If you have to let go of distractions and begin again thousands of times, fine. That’s not a roadblock to the practice—that is the practice. That’s life: starting over, one breath at a time.If you feel sleepy, sit up straighter, open your eyes if they’re closed, take a few deep breaths, and then return to breathing naturally. You don’t need to control the breath or make it different from the way it is. Simply be with it. Feel the beginning of the in-breath and the end of it; the beginning of the out-breath and the end of it. Feel the little pause at the beginning and end of each breath.Continue following your breath—and starting over when you’re distracted—until you’ve come to the end of the time period you’ve set aside for meditation. When you’re ready, open your eyes or lift your gaze.
Try to bring some of the qualities of concentration you just experienced—presence, calm observation, willingness to start over, and gentleness—to the next activity that you perform at home, at work, among friends, or among strangers.
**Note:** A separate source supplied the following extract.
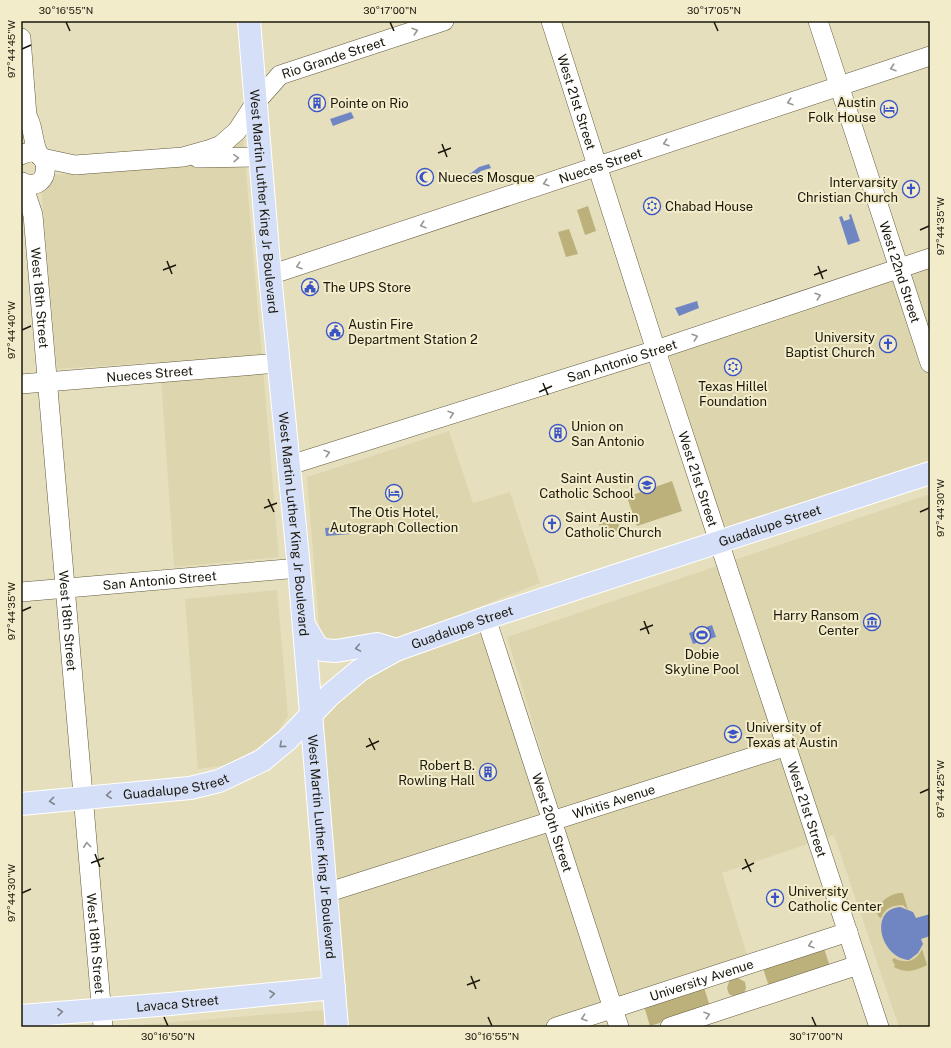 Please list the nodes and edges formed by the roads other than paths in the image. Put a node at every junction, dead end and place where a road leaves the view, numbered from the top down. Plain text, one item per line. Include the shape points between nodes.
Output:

Meditation (or mindfulness practice) is a beautiful way to stay grounded. It teaches us to be in the present moment so that we can savor the good times while better managing the trying ones. It helps us to stay connected with our true essence, building our sense of self-love and worth. Studies have linked mundfulness to better concentration, increased focus, and boosts of memory. There are numerous ways to work with the mind. One of the most effective is through the tool of meditation.